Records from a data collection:
▬▬▬▬▬▬▬▬▬▬
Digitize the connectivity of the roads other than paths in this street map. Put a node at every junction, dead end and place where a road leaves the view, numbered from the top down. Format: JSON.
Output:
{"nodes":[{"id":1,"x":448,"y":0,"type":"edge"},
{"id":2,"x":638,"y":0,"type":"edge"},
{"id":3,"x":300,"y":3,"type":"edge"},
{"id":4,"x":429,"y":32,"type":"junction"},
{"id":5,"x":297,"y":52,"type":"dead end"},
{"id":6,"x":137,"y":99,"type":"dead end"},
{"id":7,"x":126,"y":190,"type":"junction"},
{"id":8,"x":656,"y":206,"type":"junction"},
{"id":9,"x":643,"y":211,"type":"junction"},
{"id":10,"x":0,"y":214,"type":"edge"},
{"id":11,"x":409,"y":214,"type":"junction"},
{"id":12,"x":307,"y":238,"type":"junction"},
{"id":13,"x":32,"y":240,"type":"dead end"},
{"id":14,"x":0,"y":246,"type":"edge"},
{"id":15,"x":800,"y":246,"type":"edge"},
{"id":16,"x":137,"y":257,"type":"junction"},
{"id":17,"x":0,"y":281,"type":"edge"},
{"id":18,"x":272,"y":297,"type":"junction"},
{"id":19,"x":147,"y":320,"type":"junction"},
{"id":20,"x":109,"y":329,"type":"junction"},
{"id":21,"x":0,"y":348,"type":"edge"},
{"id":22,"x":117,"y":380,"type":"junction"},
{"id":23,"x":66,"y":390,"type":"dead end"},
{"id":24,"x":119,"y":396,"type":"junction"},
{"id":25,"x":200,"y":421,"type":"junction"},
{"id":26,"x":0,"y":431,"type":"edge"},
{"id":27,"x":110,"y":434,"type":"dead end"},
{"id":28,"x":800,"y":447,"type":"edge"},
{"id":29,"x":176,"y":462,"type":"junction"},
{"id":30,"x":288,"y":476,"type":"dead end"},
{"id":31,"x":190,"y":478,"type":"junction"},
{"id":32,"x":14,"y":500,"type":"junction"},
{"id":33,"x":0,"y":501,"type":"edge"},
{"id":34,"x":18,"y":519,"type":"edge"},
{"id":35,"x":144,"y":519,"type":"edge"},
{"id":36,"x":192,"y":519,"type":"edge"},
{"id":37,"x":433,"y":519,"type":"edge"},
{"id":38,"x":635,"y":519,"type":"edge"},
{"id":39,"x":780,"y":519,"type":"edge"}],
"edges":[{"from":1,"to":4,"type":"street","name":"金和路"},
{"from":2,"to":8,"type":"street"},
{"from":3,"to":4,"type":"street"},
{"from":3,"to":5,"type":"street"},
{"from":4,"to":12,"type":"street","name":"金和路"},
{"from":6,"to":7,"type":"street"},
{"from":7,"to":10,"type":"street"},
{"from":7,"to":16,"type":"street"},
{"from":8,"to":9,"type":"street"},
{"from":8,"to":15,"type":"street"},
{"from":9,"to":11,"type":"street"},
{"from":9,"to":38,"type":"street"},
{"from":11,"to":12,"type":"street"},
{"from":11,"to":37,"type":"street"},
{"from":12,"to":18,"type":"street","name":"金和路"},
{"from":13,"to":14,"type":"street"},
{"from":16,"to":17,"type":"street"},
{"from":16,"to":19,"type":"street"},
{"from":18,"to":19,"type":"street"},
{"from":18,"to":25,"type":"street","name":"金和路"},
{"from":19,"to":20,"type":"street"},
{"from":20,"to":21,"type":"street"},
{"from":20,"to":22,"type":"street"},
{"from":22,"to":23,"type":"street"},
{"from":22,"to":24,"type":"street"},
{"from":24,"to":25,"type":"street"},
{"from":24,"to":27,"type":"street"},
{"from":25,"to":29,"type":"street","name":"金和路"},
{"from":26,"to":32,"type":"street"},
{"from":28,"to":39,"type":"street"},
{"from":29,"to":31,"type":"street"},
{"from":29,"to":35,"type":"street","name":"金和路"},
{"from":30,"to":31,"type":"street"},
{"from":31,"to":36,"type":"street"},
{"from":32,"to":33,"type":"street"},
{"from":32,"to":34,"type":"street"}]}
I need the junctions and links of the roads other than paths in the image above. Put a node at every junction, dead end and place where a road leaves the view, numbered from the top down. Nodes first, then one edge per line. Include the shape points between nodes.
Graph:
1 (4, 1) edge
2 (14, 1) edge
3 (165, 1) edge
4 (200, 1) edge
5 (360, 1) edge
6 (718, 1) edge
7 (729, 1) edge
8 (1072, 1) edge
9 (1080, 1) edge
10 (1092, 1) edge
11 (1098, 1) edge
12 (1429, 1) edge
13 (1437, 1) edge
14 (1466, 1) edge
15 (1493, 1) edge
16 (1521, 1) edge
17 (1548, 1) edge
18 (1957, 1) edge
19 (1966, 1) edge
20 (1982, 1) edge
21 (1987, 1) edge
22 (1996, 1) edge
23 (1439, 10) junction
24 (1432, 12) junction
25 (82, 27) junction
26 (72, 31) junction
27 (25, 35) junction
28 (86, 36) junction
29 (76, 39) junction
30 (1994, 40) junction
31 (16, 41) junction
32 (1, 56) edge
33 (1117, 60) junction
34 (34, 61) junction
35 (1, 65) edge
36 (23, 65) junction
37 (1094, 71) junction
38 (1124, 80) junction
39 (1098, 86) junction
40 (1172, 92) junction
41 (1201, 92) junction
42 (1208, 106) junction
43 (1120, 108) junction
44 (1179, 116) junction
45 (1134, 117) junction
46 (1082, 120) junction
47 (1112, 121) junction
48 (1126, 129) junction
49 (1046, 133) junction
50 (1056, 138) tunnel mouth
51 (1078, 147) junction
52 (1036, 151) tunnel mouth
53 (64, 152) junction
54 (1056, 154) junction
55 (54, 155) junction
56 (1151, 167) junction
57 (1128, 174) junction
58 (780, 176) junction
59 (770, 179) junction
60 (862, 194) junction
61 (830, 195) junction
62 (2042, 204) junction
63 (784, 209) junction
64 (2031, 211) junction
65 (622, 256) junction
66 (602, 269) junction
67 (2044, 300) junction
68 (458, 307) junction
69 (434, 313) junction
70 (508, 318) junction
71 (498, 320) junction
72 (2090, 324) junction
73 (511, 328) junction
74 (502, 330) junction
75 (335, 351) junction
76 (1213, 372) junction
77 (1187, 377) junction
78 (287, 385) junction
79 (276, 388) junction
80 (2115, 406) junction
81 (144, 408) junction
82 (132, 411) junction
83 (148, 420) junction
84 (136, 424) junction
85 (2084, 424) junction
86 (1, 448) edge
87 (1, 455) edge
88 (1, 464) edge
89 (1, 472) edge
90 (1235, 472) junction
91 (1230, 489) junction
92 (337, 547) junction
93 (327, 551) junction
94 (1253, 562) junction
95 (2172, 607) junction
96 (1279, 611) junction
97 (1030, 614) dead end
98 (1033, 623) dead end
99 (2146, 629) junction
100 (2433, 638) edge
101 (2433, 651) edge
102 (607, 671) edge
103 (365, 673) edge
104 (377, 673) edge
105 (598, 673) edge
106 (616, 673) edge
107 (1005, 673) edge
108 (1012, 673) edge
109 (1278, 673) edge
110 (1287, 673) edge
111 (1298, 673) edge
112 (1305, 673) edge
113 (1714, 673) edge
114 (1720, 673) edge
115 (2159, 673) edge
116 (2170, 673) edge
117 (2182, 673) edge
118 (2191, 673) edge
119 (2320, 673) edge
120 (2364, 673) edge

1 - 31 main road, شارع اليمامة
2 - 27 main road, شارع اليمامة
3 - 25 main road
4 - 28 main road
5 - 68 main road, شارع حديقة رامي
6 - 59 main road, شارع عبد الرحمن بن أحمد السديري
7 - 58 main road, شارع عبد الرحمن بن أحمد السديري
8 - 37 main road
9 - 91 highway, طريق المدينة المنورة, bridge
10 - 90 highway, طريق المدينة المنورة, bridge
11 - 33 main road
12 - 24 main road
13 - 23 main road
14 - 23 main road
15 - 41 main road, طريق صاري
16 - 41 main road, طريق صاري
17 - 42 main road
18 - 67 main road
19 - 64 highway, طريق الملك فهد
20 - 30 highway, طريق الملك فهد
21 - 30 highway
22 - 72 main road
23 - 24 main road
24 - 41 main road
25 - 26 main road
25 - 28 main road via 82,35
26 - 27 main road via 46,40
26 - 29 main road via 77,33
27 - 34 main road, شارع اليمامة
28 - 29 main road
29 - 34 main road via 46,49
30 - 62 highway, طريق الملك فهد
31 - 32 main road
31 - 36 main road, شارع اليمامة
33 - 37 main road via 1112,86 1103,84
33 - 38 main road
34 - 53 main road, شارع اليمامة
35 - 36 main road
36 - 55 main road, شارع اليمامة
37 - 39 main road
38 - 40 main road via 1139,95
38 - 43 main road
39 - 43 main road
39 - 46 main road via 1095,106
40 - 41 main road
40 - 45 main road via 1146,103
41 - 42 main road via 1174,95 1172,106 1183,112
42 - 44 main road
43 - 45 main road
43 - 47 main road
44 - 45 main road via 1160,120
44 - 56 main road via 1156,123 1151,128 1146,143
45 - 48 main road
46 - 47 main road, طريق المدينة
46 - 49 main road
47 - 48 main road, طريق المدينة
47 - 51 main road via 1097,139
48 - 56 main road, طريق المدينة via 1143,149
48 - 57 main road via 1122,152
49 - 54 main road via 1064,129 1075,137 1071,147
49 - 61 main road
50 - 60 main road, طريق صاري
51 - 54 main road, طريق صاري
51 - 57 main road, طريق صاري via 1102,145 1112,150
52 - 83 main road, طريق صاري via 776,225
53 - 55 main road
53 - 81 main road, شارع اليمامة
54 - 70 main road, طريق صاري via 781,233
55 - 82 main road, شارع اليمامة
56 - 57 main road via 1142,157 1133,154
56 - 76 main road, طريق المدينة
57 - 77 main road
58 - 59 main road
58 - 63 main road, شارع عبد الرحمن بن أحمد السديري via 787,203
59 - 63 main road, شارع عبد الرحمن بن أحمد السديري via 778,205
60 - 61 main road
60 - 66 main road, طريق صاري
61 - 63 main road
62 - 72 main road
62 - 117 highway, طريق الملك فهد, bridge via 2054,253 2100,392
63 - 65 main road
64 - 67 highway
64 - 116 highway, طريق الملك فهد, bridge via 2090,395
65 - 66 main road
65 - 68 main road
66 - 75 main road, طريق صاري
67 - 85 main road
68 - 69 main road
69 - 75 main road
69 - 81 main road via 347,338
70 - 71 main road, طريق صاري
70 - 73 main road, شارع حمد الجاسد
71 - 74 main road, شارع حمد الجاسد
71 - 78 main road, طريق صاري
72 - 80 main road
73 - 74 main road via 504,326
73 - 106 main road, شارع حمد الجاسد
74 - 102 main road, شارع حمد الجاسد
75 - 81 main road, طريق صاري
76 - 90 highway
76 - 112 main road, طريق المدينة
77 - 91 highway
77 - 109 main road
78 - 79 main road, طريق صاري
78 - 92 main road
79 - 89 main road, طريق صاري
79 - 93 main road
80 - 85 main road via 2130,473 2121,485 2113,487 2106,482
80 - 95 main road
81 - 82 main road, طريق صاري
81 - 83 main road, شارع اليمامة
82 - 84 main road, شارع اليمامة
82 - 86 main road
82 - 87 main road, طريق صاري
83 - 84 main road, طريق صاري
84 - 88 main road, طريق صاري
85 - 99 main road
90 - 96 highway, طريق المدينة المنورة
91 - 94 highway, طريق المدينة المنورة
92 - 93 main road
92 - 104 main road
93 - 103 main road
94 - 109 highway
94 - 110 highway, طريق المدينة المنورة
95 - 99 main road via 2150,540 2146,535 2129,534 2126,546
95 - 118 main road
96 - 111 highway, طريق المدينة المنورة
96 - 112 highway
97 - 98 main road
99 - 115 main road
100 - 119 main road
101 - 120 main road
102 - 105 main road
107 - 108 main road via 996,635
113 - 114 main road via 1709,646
▬▬▬▬▬▬▬▬▬▬
- Goal of the exercise -
Return all lines from the entries that contain the string "mouth".

- Answer for the task -
50 (1056, 138) tunnel mouth
52 (1036, 151) tunnel mouth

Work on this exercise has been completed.